● Task to complete: Transcribe verbatim the span of lines that opens with the line containing "pinky tip: (320, 578)" and closes with the last line of the data below.
------------------------------------------------------------------------
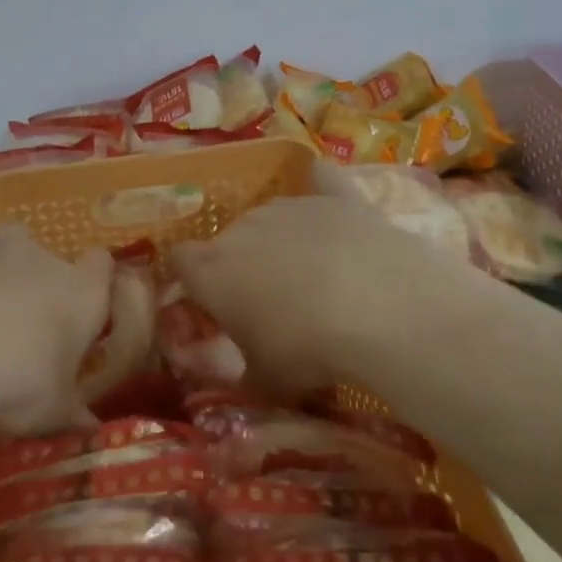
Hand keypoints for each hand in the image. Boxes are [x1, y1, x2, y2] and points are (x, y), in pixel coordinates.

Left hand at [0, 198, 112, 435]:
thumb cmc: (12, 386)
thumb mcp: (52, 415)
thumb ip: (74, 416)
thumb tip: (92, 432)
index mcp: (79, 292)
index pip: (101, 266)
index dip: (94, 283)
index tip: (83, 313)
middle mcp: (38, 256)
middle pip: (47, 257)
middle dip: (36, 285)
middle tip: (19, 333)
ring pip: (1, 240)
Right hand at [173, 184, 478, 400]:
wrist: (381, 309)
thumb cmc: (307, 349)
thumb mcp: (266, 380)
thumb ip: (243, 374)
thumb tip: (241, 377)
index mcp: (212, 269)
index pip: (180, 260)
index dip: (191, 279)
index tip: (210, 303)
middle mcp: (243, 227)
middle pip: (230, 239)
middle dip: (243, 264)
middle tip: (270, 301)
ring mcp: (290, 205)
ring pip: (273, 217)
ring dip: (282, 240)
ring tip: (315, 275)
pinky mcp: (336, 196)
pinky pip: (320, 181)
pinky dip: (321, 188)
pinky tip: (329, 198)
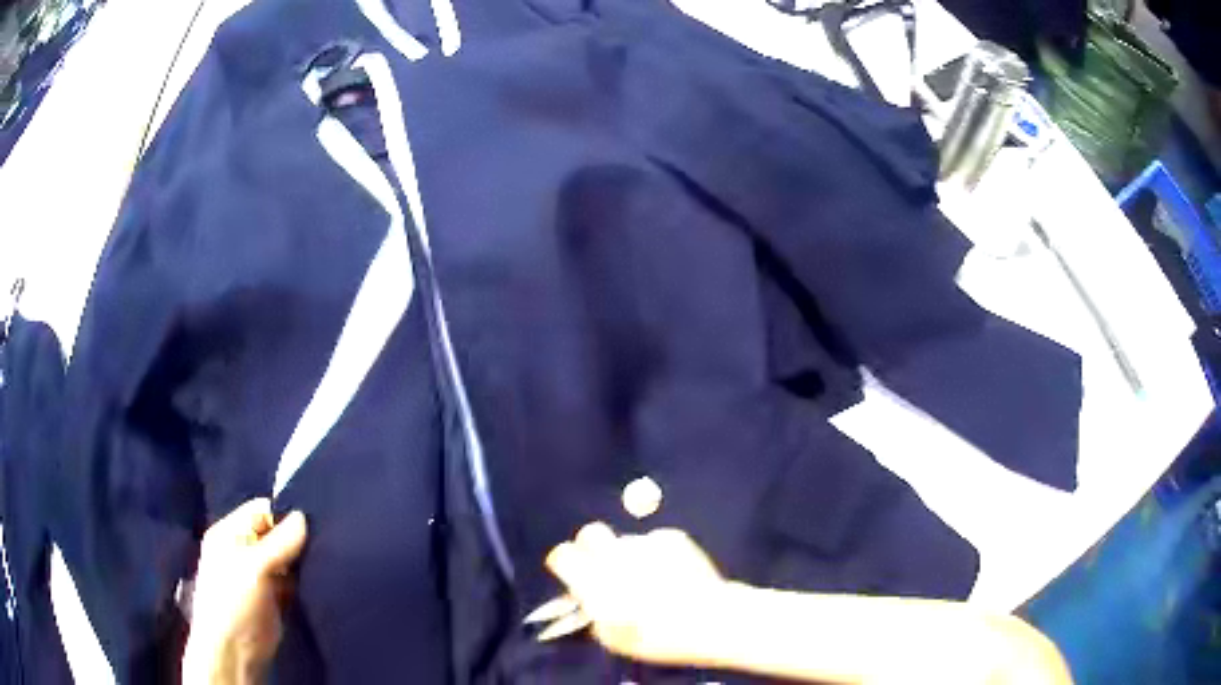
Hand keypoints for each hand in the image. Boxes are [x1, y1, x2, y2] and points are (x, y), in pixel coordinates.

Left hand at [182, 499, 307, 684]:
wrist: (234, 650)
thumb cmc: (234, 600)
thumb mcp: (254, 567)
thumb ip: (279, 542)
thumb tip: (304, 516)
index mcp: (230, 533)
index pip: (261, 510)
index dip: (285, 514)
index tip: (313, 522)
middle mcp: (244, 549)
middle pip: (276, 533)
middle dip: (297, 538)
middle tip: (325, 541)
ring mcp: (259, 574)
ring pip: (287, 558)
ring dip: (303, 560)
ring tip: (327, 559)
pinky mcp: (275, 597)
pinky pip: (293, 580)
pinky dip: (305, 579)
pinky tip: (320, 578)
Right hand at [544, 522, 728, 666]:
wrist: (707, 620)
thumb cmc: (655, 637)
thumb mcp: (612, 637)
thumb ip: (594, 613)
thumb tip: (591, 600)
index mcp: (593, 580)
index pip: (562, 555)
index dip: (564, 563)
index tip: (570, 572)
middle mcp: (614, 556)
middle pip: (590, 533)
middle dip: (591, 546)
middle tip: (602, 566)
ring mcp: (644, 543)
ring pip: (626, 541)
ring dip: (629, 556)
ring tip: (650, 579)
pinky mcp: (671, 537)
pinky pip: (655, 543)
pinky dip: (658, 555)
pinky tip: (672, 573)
------------------------------------------------------------------------
● Written solution:
pinky tip: (320, 578)
Right hand at [544, 522, 728, 666]:
wrist: (707, 620)
thumb cmc: (655, 637)
thumb mcp: (612, 637)
thumb ip: (594, 613)
thumb tip: (591, 600)
index mcp: (593, 580)
index pip: (562, 555)
index dip: (564, 563)
index tip: (570, 572)
middle mcp: (614, 556)
middle pip: (590, 533)
middle dip: (591, 546)
middle tip: (602, 566)
ring mcp: (644, 543)
ring pip: (626, 541)
ring dip: (629, 556)
ring tip: (650, 579)
pinky mcp: (671, 537)
pinky pip: (655, 543)
pinky dip: (658, 555)
pinky tip: (672, 573)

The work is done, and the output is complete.